"Remembering the ATLAS Site Developers' Retreat in Boston on this fateful day. So much has happened in our lives in these 10 years! So glad we are both still here."--Sue Gee
On Tuesday, September 11, 2001, I was in Boston at the John Hancock Center to meet my new colleagues and to learn about my new job with ATLAS, a national education reform organization. During our first morning break, I stepped into the hall to call my friends Jack and Sandy, whom I planned to visit after my week of training.
Jack answered the phone.
"Hey Jack. It's Mary. I just wanted to check in with you about this weekend."
"Mary! Oh my God! The world is ending!"
Thinking that their son Ben might be in some sort of trouble, I asked about him. Jack said, "No! Turn on the T.V.!" Then, I think he hung up on me.
Confused, I returned to the room where we were meeting. Someone had turned the television news on, and I watched planes fly into the twin towers. Security swept in with their holsters and their computers, telling us we'd need to leave the room because they needed it for a national emergency. Not knowing what news was breaking, Sue tried to convene us again. There was lots of confusion. Finally, we went next door, and the men in blue took over the room.

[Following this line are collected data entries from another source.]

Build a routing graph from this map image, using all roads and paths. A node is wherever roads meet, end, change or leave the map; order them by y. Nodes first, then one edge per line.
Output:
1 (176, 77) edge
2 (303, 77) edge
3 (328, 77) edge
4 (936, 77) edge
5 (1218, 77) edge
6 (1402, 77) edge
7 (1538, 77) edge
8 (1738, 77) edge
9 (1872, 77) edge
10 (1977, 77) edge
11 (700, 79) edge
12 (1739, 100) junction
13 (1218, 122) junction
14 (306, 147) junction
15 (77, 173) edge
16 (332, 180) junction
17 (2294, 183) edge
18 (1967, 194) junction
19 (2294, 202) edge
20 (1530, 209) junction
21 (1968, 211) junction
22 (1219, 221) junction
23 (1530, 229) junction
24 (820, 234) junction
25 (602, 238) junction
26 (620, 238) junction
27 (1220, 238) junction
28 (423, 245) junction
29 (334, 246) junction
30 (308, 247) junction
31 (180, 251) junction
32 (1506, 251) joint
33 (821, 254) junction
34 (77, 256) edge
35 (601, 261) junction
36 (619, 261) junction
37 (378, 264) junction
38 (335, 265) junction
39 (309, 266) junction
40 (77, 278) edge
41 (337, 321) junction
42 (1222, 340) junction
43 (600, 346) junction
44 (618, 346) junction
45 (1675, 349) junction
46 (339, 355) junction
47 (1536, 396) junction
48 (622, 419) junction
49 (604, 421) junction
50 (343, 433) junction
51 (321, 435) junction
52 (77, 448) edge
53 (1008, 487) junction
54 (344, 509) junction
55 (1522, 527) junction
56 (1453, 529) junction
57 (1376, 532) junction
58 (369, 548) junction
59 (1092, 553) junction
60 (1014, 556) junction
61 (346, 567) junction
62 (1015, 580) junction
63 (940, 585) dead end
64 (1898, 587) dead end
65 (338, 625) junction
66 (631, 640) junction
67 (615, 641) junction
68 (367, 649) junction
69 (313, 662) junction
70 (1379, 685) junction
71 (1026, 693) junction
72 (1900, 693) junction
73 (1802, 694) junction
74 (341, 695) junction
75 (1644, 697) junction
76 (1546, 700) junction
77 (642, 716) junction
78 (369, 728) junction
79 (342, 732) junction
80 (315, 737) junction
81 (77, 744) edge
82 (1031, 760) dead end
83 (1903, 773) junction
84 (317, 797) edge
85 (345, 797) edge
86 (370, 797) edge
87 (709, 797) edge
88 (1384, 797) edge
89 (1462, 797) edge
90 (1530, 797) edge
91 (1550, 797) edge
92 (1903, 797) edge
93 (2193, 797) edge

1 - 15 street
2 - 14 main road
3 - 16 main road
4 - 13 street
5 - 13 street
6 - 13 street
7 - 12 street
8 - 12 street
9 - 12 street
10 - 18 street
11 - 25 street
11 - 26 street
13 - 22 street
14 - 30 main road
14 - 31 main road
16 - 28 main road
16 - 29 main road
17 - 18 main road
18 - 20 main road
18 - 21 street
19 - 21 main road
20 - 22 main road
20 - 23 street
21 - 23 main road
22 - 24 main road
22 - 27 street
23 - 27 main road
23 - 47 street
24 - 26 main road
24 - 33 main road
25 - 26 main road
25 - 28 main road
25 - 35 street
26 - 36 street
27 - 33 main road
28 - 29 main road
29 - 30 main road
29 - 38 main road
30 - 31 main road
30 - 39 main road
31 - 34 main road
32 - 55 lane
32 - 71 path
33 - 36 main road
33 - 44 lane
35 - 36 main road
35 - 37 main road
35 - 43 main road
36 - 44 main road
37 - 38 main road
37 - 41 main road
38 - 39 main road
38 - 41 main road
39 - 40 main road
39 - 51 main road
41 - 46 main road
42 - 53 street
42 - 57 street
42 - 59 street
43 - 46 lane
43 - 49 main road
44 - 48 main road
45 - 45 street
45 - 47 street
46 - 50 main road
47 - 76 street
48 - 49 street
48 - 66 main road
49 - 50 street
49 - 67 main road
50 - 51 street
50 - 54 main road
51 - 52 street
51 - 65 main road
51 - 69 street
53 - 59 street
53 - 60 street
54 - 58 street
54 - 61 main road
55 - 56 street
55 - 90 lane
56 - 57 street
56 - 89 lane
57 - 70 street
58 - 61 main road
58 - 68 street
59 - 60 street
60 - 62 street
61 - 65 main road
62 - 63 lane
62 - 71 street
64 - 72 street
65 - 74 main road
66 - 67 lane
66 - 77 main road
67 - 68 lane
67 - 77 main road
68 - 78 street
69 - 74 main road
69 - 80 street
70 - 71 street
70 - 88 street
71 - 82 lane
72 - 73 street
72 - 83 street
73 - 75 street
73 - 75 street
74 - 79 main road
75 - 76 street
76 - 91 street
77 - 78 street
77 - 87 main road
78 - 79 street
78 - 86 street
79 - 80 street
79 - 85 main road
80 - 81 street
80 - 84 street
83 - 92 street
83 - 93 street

In the next room, my new colleagues and I watched as images of the planes flying into the twin towers played over and over.
Just that weekend, my brother, his wife, and their young child Hayden and I had walked to the towers from their home. It was pouring, and so I left my camera in Hayden's stroller. I'd get a picture another day.
As I watched those planes fly in the towers over and over, I sobbed. I knew that my sister-in-law and nephew often went there in the mornings for breakfast, and I feared that my little brother, whose job I've never understood except that it has something to do with the stock market, had been in the towers.
I looked at my new colleagues, strangers, around me. "No one could have survived that," I said. "I'm afraid my brother might have been there."
When I finally went to my room, I tried to call my family but couldn't reach anyone. I continued watching the news, hoping that I might learn something about my family. On the news, I saw a picture of my hotel. Supects of the attacks, the news reported, may be holed up in the hotel across the street. Blue-suited men sporting holsters and walkie-talkies were everywhere.
We were evacuated from the hotel. Then cordoned and required to stay inside. Then evacuated. Then cordoned. And so on. Late that day, I walked around town in the cold grey rain. Groups of people with opinions shouted their nationalistic slogans--some pro-U.S. and others not.
I worried about what my country would do.
I went to a colleague's home with two other out-of-towners, glad to be away from the television images. We sat on the back porch, listening to the odd silence in the skies. Dad called to say that everyone in our family was safe. Now I could think about other peoples' grief. Back at the hotel that night, again we were cordoned and evacuated.
And then I went to Rhode Island to stay with my friends Jack and Sandy, hoping that flights to the west coast might resume from there. The trains were all full, and the cars were all rented. No flights would be leaving New York or Boston any time soon. Seattle was a long way away.
When I talked with Ann that night, I realized how different were our experiences of that day since I was on the east coast, and she was on the west coast. In Boston, my colleagues and I had been cordoned and evacuated over and over. I had wept. Ann's group was worried, but the day's evets were far away, and her meetings had resumed.
A few days later, I flew first class from Providence to D.C. to Portland to Seattle on one of the first flights to go cross country. I sat with a cabin full of pilots who whispered tensely in small knots in the aisles. Next to me, a pilot inked black angular lines on the back of his napkin. He exhaled heavily from time to time, running his hand through his dark hair.
When I arrived in the Seattle airport, the terminals were earily empty. I heard a shout and saw two flight attendants run to one another and grip one another in a tight embrace. After a long moment, they both started talking at once: "You're okay. What about..."
Ten years later, I sit in my Seattle church, listening to a trumpet play taps outside, feeling the sadness again, and remembering.